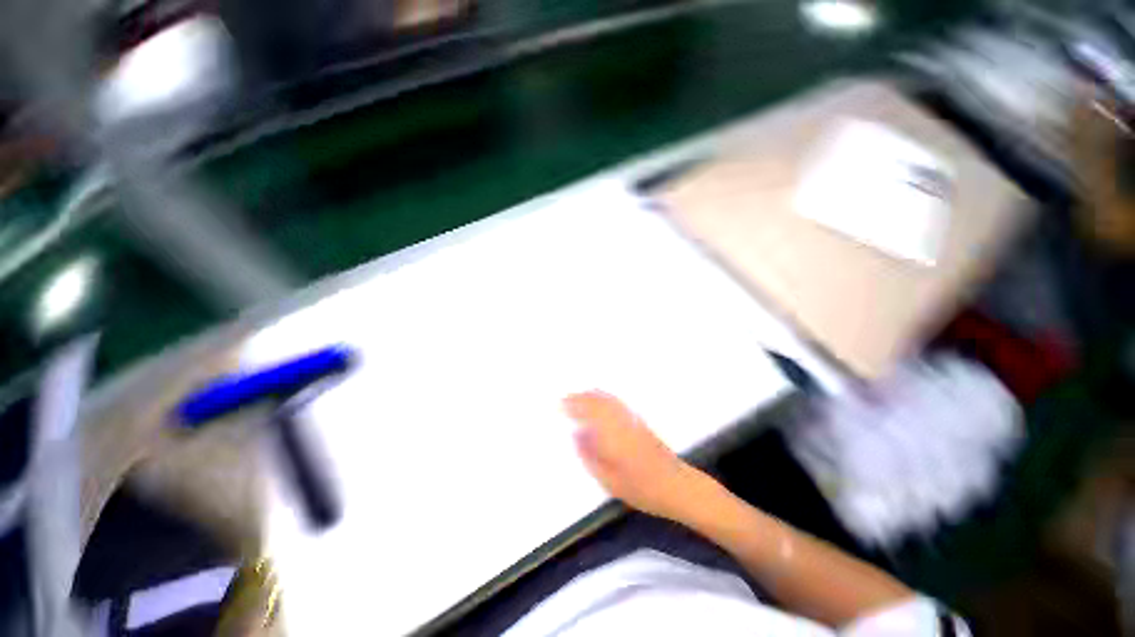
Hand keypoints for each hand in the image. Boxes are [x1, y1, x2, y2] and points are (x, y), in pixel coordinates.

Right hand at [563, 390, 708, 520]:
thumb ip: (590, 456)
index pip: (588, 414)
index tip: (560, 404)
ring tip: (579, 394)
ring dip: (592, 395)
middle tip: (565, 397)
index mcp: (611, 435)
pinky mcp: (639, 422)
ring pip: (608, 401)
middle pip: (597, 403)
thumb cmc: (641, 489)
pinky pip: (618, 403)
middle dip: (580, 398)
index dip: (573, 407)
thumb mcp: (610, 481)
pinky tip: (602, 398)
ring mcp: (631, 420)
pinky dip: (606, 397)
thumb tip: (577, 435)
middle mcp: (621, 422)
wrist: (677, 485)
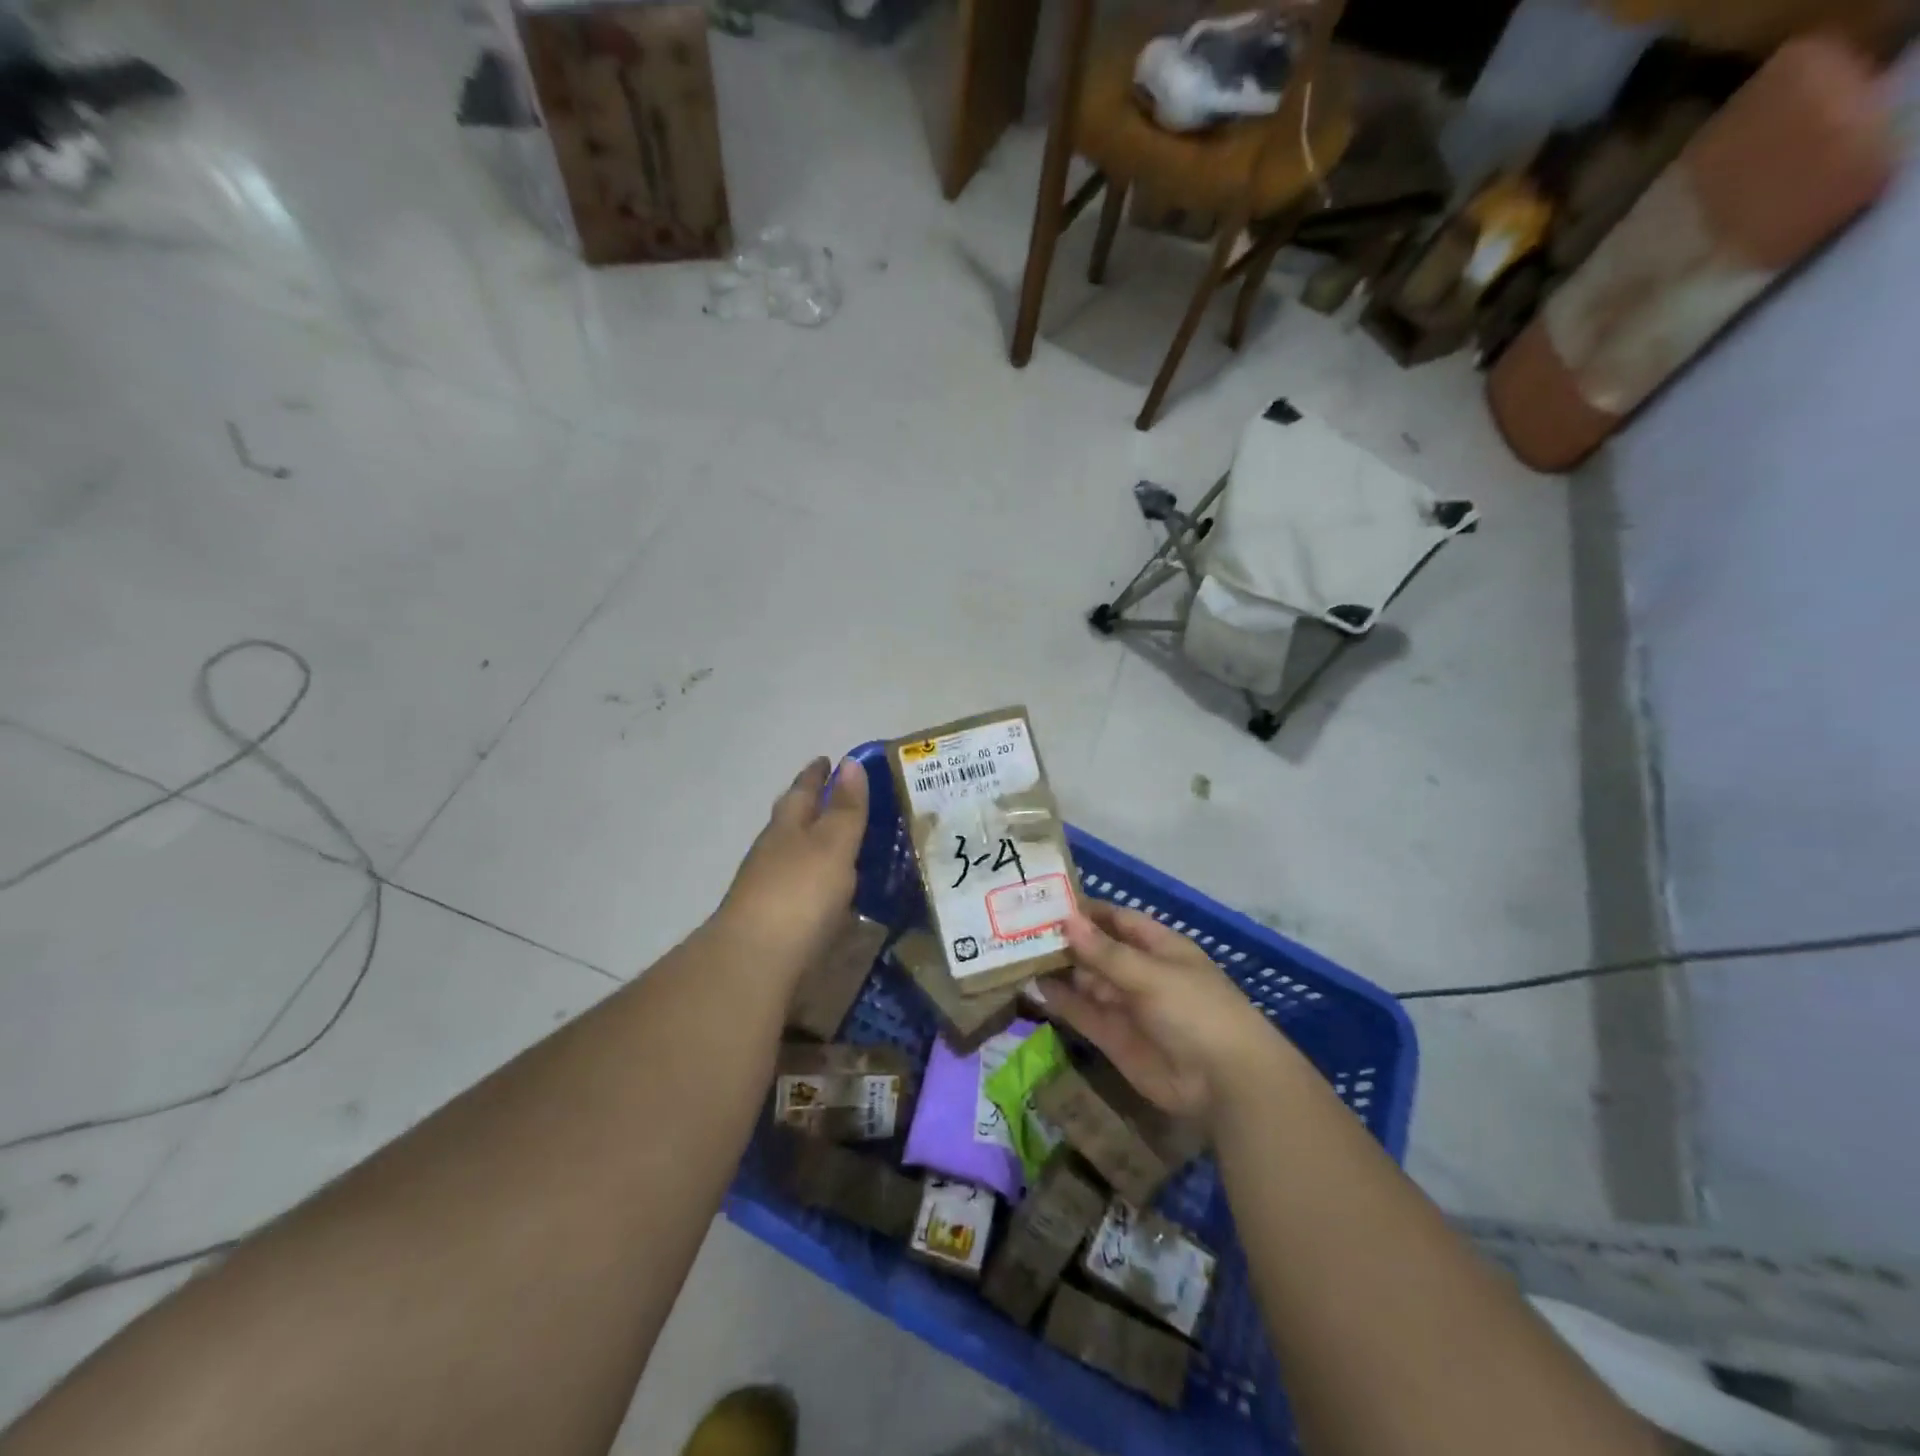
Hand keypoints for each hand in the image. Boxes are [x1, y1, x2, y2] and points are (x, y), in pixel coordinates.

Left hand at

.....

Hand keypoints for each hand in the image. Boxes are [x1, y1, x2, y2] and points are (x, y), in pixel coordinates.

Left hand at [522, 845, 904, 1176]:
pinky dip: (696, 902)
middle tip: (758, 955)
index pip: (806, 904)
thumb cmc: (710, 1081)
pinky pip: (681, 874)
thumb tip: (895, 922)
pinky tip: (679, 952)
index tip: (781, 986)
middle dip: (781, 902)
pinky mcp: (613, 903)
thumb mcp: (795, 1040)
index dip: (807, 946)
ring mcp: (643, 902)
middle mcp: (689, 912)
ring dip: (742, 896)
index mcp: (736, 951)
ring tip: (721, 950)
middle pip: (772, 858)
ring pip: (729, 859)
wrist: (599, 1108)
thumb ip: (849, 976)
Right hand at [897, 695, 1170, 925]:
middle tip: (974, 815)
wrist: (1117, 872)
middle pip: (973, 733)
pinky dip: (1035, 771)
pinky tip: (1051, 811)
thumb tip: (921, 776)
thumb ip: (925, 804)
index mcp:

.....

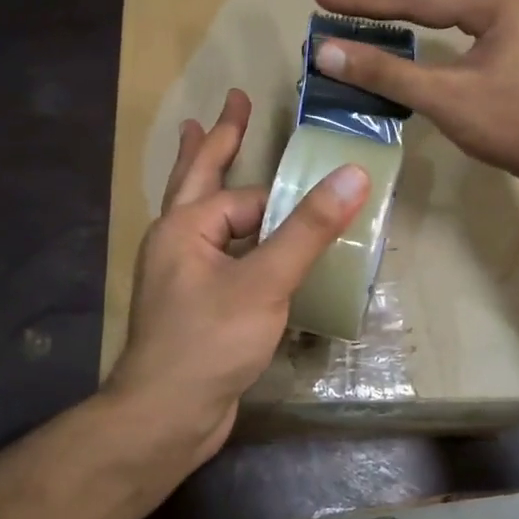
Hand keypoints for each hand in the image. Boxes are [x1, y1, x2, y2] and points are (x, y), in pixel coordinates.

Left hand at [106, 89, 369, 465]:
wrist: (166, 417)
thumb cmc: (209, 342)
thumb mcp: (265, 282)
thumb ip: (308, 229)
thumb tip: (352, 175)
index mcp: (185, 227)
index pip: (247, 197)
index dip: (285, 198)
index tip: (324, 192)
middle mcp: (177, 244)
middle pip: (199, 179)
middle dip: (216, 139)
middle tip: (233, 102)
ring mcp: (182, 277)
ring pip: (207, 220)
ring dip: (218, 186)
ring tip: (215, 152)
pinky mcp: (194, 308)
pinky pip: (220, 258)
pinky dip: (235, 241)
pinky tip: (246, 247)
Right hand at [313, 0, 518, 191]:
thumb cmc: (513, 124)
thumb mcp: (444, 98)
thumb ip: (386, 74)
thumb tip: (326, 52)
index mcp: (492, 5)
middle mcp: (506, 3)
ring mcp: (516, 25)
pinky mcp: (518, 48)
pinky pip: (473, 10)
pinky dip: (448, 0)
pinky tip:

.....

▶ WORK TO COMPLETE:
Copy out every line from the data above in which the word "Left" occurs.

▶ COMPLETED TASK:
Left hand at
Left hand at [522, 845, 904, 1176]:
Left hand at [106, 89, 369, 465]:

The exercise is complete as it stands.